BackPAN Indexer has components and another interface

brian_d_foy on 2008-09-15T05:36:23

I've been doing more work on my BackPAN Indexer, but the sort that doesn't do any indexing. What I really need to do is be home for more than one day at a time so I can get everything set up on a computer that I don't have to use. Indexing tens of thousands of distributions takes over my MacBook's poor disk drive, and then I can't do much.

So, in the meantime, I'm cleaning up the structure of the code so I can make things pluggable. There are several components that you can plug in: A Queue class that makes the list of things to process, a Worker class that defines the work to do on each thing in the queue, a Reporter class to store the Worker's results, a Dispatcher to hand out work to the Workers, and an Interface to show the live run information.

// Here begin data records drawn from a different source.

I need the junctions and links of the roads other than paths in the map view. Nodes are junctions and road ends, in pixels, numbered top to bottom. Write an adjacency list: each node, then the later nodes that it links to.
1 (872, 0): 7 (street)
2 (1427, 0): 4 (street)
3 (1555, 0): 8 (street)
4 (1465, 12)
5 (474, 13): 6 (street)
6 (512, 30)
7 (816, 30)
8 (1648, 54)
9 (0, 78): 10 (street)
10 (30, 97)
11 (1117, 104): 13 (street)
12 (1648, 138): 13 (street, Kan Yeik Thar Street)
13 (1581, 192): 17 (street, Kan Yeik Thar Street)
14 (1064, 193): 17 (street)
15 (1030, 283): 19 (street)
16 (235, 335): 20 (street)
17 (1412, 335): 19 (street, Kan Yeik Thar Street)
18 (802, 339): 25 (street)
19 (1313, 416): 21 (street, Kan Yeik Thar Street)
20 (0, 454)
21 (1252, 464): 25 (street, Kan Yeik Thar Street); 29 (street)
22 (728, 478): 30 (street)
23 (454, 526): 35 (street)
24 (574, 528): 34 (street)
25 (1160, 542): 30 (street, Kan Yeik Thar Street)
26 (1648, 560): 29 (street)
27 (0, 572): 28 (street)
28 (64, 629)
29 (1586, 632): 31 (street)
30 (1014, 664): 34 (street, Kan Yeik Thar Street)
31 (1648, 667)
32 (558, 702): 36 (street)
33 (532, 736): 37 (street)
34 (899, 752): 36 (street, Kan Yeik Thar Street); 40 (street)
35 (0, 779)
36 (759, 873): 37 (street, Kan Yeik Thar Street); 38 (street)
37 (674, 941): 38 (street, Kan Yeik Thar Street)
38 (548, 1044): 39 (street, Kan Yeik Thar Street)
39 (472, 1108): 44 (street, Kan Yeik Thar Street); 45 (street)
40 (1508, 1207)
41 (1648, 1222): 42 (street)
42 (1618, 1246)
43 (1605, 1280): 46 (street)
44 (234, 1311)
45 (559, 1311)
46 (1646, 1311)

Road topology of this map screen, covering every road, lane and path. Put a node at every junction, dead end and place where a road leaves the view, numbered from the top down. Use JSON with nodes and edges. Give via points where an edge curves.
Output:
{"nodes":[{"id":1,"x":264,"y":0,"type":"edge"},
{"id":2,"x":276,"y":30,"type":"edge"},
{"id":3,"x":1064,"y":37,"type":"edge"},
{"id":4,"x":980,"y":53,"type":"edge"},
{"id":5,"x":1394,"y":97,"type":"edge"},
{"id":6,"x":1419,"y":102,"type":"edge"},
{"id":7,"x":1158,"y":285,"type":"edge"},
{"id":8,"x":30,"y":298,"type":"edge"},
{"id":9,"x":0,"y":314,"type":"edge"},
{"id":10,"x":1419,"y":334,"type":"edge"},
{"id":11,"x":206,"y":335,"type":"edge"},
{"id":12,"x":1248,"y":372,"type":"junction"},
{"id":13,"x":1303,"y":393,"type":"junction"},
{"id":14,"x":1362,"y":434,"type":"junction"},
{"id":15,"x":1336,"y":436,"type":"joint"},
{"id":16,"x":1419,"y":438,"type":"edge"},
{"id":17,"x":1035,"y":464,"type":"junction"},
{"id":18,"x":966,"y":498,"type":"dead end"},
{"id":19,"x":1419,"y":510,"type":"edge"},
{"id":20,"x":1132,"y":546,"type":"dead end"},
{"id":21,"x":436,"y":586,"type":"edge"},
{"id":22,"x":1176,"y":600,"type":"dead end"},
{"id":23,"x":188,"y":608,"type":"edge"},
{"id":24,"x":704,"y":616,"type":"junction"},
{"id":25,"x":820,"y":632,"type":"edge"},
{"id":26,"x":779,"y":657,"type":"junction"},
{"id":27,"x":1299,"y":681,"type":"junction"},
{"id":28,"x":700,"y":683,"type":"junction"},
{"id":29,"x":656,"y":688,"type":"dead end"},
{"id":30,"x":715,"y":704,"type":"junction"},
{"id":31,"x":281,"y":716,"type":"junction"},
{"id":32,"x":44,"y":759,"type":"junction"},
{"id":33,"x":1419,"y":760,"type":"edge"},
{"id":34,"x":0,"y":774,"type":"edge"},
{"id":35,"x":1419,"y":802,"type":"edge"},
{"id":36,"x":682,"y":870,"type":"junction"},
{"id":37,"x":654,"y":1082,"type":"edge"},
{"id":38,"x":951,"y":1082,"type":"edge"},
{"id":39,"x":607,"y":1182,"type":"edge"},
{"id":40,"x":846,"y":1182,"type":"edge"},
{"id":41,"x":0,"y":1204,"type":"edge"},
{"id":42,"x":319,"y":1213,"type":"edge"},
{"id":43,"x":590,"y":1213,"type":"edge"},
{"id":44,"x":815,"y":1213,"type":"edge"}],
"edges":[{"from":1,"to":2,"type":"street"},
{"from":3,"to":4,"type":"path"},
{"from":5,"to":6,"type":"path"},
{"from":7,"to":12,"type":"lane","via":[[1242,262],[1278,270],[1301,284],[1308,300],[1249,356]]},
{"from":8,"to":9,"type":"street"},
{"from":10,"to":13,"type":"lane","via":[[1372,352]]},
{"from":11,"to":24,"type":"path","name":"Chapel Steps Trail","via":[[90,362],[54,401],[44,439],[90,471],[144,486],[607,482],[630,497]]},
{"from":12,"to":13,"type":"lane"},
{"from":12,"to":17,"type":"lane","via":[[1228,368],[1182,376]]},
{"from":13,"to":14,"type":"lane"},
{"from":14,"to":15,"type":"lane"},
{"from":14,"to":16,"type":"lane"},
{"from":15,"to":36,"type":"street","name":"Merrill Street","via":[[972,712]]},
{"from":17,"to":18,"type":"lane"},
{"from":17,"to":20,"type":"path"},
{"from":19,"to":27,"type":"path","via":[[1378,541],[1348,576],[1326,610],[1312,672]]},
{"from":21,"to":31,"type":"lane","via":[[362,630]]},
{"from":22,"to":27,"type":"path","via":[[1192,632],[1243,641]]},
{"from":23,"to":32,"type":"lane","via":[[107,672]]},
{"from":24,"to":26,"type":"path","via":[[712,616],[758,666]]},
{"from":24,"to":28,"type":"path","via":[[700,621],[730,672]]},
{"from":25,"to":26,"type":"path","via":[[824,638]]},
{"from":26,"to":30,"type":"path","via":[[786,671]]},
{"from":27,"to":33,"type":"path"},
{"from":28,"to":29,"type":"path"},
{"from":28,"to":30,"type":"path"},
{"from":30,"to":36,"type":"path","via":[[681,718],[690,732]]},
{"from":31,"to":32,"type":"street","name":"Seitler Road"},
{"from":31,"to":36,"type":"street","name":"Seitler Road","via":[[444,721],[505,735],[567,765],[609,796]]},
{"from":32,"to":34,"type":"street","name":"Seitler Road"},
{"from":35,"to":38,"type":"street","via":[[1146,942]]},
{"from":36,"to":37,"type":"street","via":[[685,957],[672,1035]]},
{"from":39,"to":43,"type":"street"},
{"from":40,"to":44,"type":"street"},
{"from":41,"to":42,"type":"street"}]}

It's turned out to be a really nice design (that's getting better). I know I have a good design when the things I want to do next naturally fall out of the design. For instance, I wanted to test the Tk Interface and move things around, but I didn't want to actually process anything. I started working on a test script to mock everything, then I realized I didn't really need mocks because I could plug in null classes to handle the Queue, which would be empty or not, and the Worker, which would just do nothing.

So, as I've been moving around the country, I've been working on coding at least two examples of each component. That's a really nice way to design things. A design that works for one thing might not work for another thing. Forcing myself to come up with two non-trivial examples shakes out some of that stuff. This stuff is going to be inportant if people want to run the indexer themselves, or if someone ever sets up a CPAN Testers style group to do it (i.e. the dispatcher can distribute work around the world).

This week's work has been to create a Curses interface (because if I can't run it in a terminal, it's not Scottish), and something I'm calling the Test Census, which just counts the Test:: modules instead of doing the full indexing (and storing the large amounts of data I collect). If you're looking in the git repo, check out the test_counter branch. There is something a bit broken with the dispatching or the reporting somehow, but I'll think about that next week.

I think the full index of BackPAN will start next week, and I expect it to run for about a week. I figure the error rate will be about 5%, like it was for MiniCPAN, and I'll then spend some time improving the indexer. While the indexer is running, I'll work on the other bits.